Others disagree, Google security researcher Tavis Ormandy saying of the zero day disclosures: “It’s a problem with the installation, and installations are spiking *now*, not in six months. Now is the time to make sure people are aware of the risks, good work @patrickwardle. This is what real responsible disclosure looks like.”

Zoom’s CEO said in his blog: “Our platform was built primarily for enterprise customers – large institutions with full IT support. These range from the world’s largest financial services companies to leading telecommunications providers, government agencies, universities, healthcare organizations, and telemedicine practices.

“Thousands of enterprises around the world have done exhaustive security reviews of our user, network, and data center layers and confidently selected Zoom.”

New, “mostly consumer” use cases and a corresponding spotlight on the company have helped uncover “uncover unforeseen issues with our platform” he added.

What’s the Company Doing?

Zoom will now enact a feature freeze, effectively immediately, and shift “all our engineering resources to focus on our biggest trust, safety, and privacy issues,” Yuan said. This will include launching a series of “white box penetration tests”, enhancing its current bug bounty programme, and “launching a CISO council in partnership with leading CISOs from across the industry to facilitate an ongoing dialogue.”

The company said it has also:

> On March 29th, updated its privacy policy “to be more clear and transparent around what data we collect and how it is used – explicitly clarifying that we do not sell our users’ data, we have never sold user data in the past, and have no intention of selling users’ data going forward.”

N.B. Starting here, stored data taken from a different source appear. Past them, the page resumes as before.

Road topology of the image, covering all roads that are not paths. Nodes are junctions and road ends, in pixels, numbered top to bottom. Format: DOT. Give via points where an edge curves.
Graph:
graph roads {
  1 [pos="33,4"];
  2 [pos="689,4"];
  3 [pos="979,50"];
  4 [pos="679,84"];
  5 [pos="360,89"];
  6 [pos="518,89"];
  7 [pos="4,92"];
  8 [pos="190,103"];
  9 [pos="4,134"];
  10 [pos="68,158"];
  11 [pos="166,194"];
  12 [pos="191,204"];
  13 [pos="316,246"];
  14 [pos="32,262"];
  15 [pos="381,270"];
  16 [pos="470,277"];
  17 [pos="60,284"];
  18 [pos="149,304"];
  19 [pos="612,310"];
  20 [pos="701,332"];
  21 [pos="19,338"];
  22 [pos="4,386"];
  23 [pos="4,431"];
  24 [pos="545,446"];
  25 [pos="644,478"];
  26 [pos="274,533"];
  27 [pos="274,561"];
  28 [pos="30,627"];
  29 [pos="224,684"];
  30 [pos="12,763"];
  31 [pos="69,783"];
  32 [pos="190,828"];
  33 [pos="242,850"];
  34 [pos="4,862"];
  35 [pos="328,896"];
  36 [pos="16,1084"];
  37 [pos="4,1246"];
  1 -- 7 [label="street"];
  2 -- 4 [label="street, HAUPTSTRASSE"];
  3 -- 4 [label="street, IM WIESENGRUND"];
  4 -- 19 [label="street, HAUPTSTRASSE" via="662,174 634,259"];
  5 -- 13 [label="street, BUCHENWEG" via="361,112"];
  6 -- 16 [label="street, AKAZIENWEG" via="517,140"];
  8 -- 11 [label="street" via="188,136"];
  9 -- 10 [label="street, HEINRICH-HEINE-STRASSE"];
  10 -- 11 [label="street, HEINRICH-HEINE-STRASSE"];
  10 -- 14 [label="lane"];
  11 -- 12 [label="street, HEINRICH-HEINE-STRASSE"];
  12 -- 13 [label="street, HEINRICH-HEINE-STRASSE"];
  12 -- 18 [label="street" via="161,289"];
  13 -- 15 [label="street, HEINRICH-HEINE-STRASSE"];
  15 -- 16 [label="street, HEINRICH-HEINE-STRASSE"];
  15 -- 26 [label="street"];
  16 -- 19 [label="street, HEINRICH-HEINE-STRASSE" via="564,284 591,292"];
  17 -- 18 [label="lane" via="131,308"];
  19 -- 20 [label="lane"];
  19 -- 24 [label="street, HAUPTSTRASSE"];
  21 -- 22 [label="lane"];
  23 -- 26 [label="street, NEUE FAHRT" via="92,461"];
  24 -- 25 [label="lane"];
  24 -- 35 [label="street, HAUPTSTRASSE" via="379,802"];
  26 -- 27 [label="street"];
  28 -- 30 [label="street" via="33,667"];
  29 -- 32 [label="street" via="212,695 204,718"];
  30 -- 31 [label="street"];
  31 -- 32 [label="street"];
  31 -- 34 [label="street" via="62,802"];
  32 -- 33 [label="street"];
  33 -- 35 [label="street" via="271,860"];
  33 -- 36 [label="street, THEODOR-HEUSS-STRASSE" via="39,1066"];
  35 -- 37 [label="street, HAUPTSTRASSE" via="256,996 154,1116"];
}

> Set up a guide on how to better secure virtual classrooms. On April 1, removed its controversial attendee attention-tracking feature, rapidly released fixes for a series of recent bugs, and removed the LinkedIn Sales Navigator after identifying “unnecessary data disclosure” by the feature.

To Computer Business Review, the company’s reaction has been astonishingly good under pressure: publicly appreciative of the security disclosures, patching fast, and working hard to educate users. Whichever side of the fence security specialists sit, one likely outcome of all the attention is that Zoom will soon be one of the most secure video conference platforms out there.